What is beta reading?
Beta reading is a kind of ‘test’ reading of a complete (usually), though unreleased and unpolished, work.
The exact elements examined may vary depending on the project, strengths of the beta reader and any specific concerns of the author. Typically, though, the beta reader will address things like plot, characters, writing style, theme, pacing, consistency etc. It’s basically a really in-depth review, except it’s pre-publication and aimed at the writer rather than the potential reader.
In many ways, it’s similar to a manuscript critique, which is a service offered by many professional developmental editors. But beta readers will be cheaper (often free) and do not usually have any formal writing or editing qualifications: they are readers first and foremost. Their job is to give you feedback on how they experience the story and help you identify problem areas, big and small, but they will not necessarily be able to point to specific solutions.
Due to my background and the way I approach the critique – often with reference to writing theory, books and blog posts – my work does resemble that of a developmental editor more than you are perhaps used to. But a ‘proper’ manuscript critique is a lengthier and more extensive process.

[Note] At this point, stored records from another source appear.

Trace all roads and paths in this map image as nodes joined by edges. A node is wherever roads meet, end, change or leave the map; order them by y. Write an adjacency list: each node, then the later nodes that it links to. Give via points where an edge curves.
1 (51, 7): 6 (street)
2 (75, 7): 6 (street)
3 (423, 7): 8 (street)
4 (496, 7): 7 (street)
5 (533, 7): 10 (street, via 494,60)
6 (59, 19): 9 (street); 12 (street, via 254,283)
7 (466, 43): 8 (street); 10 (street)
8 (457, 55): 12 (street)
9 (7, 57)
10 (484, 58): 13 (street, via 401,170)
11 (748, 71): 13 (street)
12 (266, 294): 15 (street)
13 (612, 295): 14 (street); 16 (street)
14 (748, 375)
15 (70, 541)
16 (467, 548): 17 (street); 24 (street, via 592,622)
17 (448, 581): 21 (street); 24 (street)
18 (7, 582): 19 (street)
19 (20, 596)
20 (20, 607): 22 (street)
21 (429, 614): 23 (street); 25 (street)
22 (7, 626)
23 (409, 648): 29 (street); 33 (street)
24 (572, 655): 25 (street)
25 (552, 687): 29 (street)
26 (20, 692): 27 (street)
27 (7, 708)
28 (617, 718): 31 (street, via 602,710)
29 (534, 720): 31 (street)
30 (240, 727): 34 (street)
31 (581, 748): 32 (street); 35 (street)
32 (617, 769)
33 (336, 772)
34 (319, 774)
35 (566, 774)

I like to think that what I do marries the best of both worlds. Like an editor, I have training in and experience with writing and story theory, and I approach the work like a professional, delivering on time and within the agreed parameters. But, like a traditional beta reader, I am a thoughtful and knowledgeable reader first and foremost; my feedback is briefer and (I hope) less overwhelming, focusing on the essentials of my reading experience; and, of course, my prices are more manageable.

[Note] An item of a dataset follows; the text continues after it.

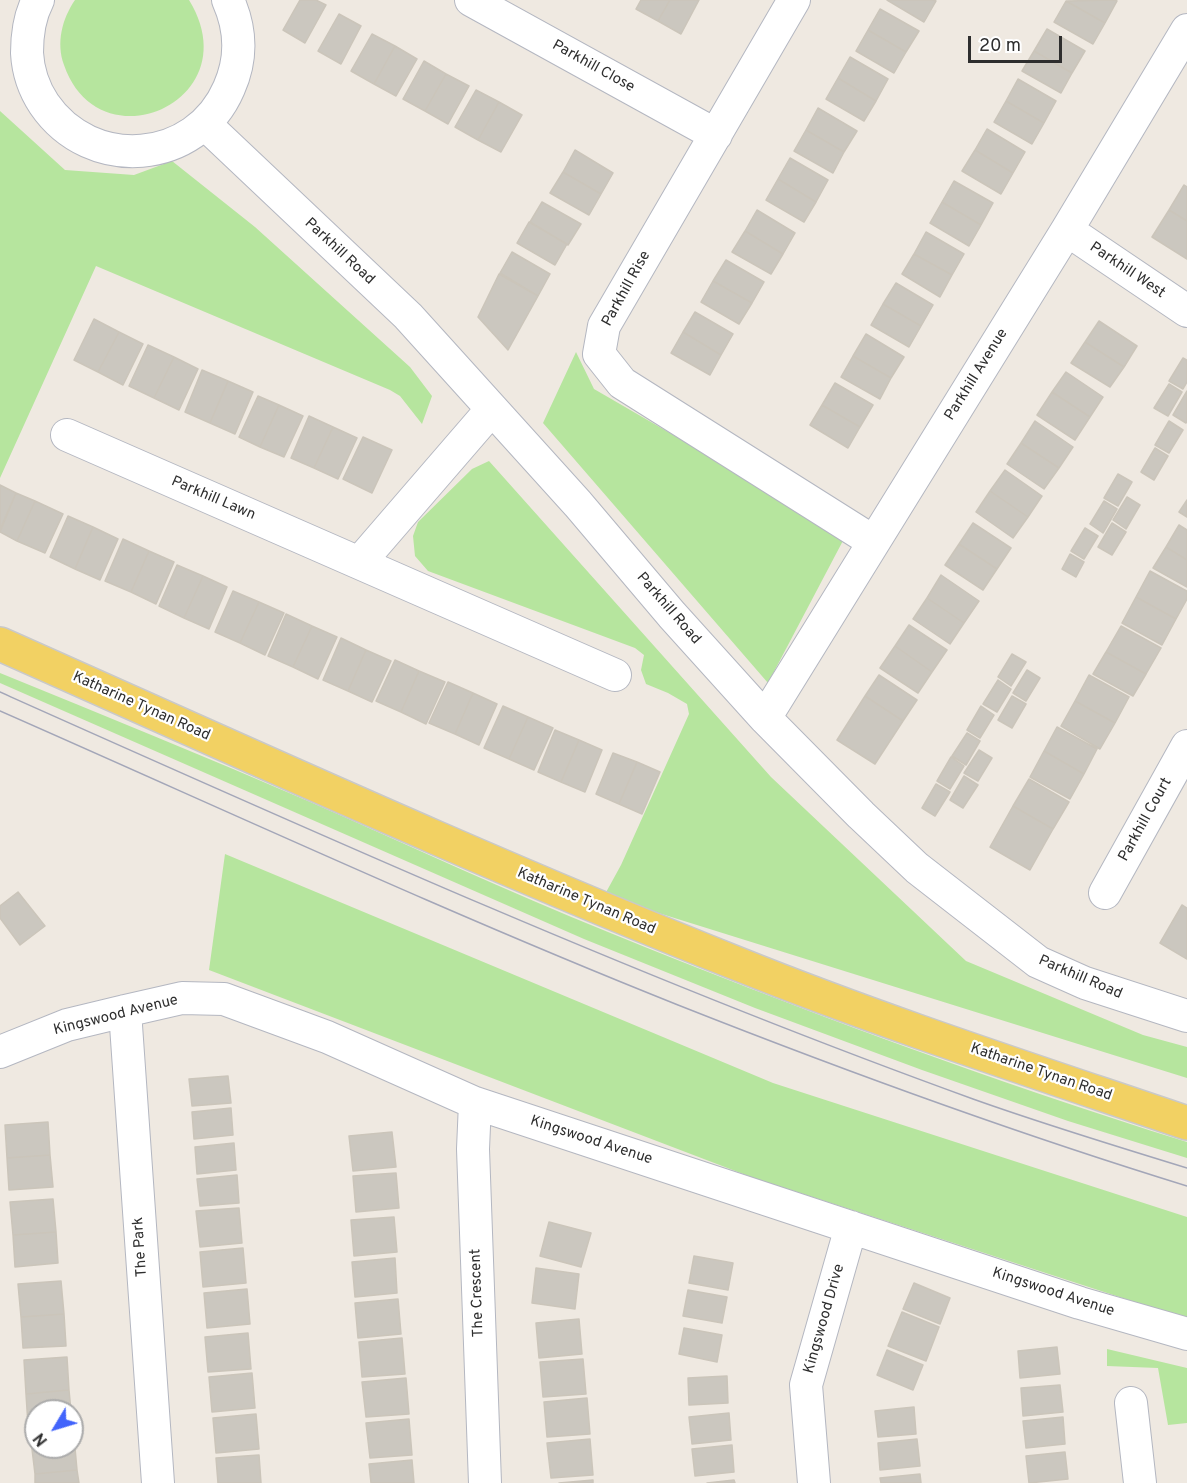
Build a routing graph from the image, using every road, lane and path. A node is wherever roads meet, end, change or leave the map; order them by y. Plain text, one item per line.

What does the feedback look like?
I offer two types of feedback: an annotated version of your manuscript and a document with my summarised feedback, each available at various levels of detail (see below). They are designed to be complementary, so I recommend getting both, but you may also choose just one type.
Any suggestions made in the course of my feedback are usually quite broad. That is, while I will – unless you request otherwise – go beyond merely pointing out if something didn’t quite work for me and attempt to explore why and what might be done about it, I am not here to step on your author toes or tell you precisely what to do.

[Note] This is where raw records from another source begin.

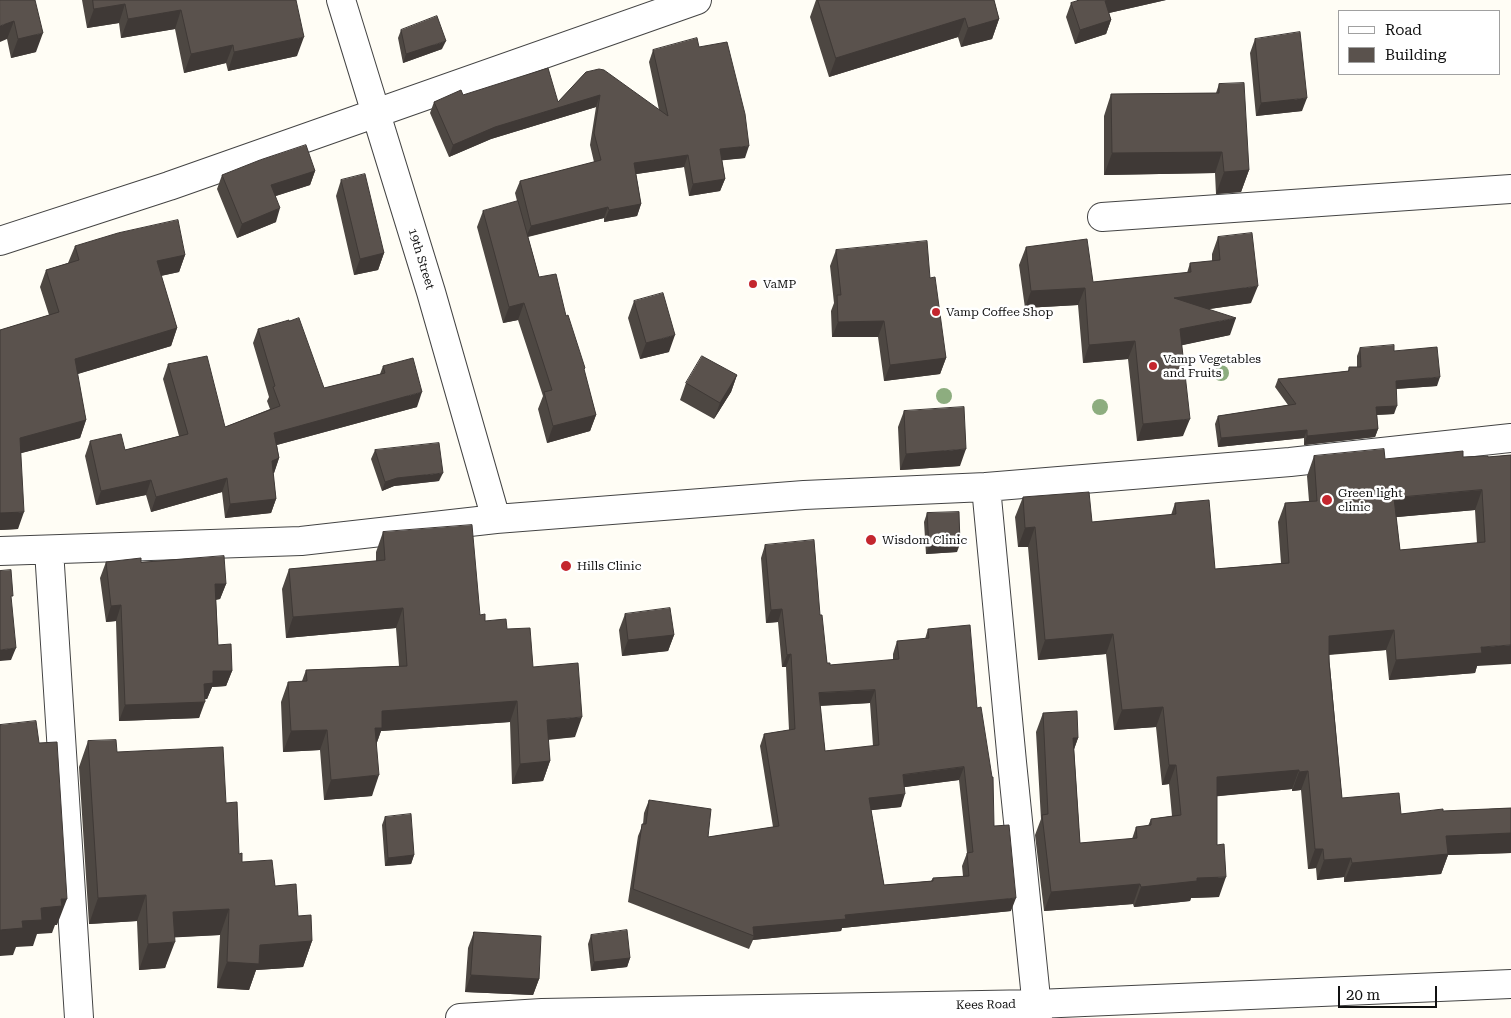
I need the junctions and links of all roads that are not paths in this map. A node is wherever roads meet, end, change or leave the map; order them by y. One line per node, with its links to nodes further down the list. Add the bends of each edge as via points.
1 (340, 0): 3 (street, 19th Street)
2 (697, 0): 3 (street)
3 (376, 114): 6 (street); 9 (street, 19th Street)
4 (1511, 189): 5 (street)
5 (1102, 217)
6 (0, 241)
7 (1511, 438): 8 (street, via 1290,462)
8 (986, 487): 9 (street, via 804,496); 13 (street)
9 (496, 519): 10 (street, via 301,541)
10 (49, 550): 11 (street); 14 (street)
11 (0, 552)
12 (1511, 984): 13 (street, Kees Road)
13 (1037, 1011): 15 (street, Kees Road, via 542,1012)
14 (79, 1018)
15 (460, 1018)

My suggestions are primarily of the ‘describing X more, might help me to Y’-variety. Unless you request detailed feedback on your prose, suggestions for specific changes to specific paragraphs or sentences are few, and they’re only meant to illustrate a point or to get you thinking.
Finally, whether small or large, suggestions are just that: suggestions. Never make a change solely on my (or someone else’s) say-so. At the end of the day, this is your story, and you call the shots!
Beta reading: your options
- Incidental flagging of grammar/spelling issues (NOT the same as a full proofread)
- Light commentary. I’ll flag things that are unclear or don’t quite work, comment on parts that work particularly well or that I had a strong reaction to. Note the ‘light’: some individual comments may be lengthy, but don’t expect each page to be brimming with comments; many pages may not have any comments at all. It’s a highlights/lowlights sort of thing, not a blow-by-blow of my reading experience.
- Detailed feedback on your prose (up to 10,000 words of your MS), focusing on suggestions for improvements. I might, for example, suggest places where you could benefit from showing rather than telling, highlight awkward phrasing or specific bits of dialogue that don’t read naturally, point out POV breaches etc. Where appropriate and/or to illustrate my point, I might suggest specific alternatives. This has elements of a line-edit but is not an actual line-edit.
You may choose all of these, none of these, or anything in between!
Also note that for each of these, it is not all or nothing. I can do the whole manuscript, sure, but you may also get a lot of value from getting feedback on just part of it and seeing the kinds of things I pick up on. For instance, you might like light commentary on the first half and prose feedback and flagging of grammar/spelling issues only on the first 5,000 words. Or any other combination that works for you – up to you.
- Brief report. Typically in the region of 500–750 words for a full-length novel. Covering just the most crucial aspects of my reading experience and containing less detail and discussion. Particularly suitable for projects that have been through beta reading before (especially if through me as well) and now just a couple of questions remain.
- Detailed report. Typically in the region of 2–3,000 words for a full-length novel. Divided into two main sections (each with two or more subsections): content/big picture and craft. There can be some overlap between the two, but, broadly, one is my reaction to the story and the other is my reaction to how you’re communicating the story. Where the emphasis falls depends on the manuscript and what, if any, specific concerns you’ve communicated to me.
As you may have guessed, unlike for the annotations, here you may only pick one option.
The word counts given are for full-length novels. If we’re dealing with a novel opening, novella or short story, the report will naturally be shorter, though not proportionally so. I’m happy to discuss it beforehand if you’d like a clearer idea of what to expect.